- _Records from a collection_
--- START ---

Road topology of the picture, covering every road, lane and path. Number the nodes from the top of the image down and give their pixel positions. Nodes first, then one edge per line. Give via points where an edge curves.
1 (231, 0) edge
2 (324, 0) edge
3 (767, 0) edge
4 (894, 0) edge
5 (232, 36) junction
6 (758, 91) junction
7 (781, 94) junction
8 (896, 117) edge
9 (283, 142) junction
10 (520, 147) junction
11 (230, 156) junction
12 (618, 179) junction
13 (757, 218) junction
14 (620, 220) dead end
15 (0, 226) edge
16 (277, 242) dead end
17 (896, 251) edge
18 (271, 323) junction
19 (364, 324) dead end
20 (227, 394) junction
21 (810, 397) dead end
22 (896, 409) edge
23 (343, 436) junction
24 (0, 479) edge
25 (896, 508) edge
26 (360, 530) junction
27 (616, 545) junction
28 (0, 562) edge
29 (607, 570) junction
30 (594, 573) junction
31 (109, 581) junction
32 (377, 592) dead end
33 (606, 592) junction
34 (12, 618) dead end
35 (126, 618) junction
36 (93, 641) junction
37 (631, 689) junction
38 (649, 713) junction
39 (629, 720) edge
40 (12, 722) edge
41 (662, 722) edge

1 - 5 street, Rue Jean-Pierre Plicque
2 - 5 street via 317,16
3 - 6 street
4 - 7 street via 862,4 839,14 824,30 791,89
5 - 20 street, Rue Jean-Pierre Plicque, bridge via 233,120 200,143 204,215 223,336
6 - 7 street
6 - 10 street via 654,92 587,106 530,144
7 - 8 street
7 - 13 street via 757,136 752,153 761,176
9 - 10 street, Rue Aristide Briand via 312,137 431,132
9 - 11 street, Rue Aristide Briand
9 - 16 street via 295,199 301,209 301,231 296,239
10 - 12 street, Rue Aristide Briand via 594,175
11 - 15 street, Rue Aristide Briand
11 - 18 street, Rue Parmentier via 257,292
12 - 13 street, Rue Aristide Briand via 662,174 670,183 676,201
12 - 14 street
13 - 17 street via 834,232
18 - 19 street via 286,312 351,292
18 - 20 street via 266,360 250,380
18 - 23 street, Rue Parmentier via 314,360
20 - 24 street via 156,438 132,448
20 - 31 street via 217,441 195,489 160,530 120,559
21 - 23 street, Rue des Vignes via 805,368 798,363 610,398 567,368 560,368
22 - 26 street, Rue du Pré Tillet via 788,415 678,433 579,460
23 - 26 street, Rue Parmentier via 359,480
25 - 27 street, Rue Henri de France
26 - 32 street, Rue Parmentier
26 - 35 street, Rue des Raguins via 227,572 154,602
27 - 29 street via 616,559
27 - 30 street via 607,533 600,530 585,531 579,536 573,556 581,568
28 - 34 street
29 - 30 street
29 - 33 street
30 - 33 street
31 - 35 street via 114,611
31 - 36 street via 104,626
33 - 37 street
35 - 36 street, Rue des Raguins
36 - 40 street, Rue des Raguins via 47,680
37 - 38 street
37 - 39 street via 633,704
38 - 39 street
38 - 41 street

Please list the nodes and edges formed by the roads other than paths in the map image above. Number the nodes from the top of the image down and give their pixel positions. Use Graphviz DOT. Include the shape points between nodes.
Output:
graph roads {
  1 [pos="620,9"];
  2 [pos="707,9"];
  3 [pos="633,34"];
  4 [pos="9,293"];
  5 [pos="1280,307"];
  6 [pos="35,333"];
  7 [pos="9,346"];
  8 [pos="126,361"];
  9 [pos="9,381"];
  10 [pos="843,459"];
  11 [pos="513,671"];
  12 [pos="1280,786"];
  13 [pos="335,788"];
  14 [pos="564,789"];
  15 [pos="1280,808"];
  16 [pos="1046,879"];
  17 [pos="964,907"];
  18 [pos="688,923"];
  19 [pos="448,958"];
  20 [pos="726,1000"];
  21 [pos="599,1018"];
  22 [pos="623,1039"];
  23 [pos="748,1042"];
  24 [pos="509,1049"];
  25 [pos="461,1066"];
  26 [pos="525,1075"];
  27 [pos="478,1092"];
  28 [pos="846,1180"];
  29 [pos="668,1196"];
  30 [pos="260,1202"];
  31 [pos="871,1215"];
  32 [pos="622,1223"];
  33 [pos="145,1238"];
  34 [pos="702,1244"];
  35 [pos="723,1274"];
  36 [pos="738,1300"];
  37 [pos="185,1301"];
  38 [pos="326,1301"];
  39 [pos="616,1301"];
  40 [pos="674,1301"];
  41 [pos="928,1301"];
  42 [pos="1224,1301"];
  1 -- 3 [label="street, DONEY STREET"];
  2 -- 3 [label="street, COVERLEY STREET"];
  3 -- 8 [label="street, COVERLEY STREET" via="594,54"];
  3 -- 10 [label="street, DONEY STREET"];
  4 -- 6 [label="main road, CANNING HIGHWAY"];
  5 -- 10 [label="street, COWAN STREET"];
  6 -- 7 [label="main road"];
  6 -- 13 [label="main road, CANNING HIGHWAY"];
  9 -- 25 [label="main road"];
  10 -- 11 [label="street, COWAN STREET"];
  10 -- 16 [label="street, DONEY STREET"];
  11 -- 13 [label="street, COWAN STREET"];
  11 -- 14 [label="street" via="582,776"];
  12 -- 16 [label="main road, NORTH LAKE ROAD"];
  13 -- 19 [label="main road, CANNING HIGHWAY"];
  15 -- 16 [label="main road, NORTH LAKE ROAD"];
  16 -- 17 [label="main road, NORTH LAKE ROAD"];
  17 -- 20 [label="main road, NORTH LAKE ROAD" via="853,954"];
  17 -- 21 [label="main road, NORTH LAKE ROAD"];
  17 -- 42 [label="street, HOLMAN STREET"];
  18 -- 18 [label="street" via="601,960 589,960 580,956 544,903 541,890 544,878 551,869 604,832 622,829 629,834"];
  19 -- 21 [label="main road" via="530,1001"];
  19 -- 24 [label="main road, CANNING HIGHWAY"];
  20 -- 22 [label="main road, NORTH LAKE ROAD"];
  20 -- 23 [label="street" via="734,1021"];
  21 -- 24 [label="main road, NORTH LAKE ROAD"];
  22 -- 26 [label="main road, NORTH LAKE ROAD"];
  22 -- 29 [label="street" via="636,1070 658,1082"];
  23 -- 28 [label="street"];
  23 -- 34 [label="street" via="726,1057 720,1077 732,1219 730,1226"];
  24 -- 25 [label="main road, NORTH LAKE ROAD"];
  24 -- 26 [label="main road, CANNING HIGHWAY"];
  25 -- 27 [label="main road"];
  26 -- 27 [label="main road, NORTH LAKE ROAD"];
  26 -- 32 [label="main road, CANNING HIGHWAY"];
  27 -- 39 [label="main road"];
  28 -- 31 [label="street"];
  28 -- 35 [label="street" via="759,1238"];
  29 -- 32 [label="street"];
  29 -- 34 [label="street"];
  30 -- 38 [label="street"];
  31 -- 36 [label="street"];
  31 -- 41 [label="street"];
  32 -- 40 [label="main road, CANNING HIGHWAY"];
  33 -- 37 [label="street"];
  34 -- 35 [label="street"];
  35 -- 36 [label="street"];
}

--- END ---

Which lines of the entries above contain the string "Parmentier"? Copy each one.

- _EXERCISE OUTPUT_
11 - 18 street, Rue Parmentier via 257,292
18 - 23 street, Rue Parmentier via 314,360
23 - 26 street, Rue Parmentier via 359,480
26 - 32 street, Rue Parmentier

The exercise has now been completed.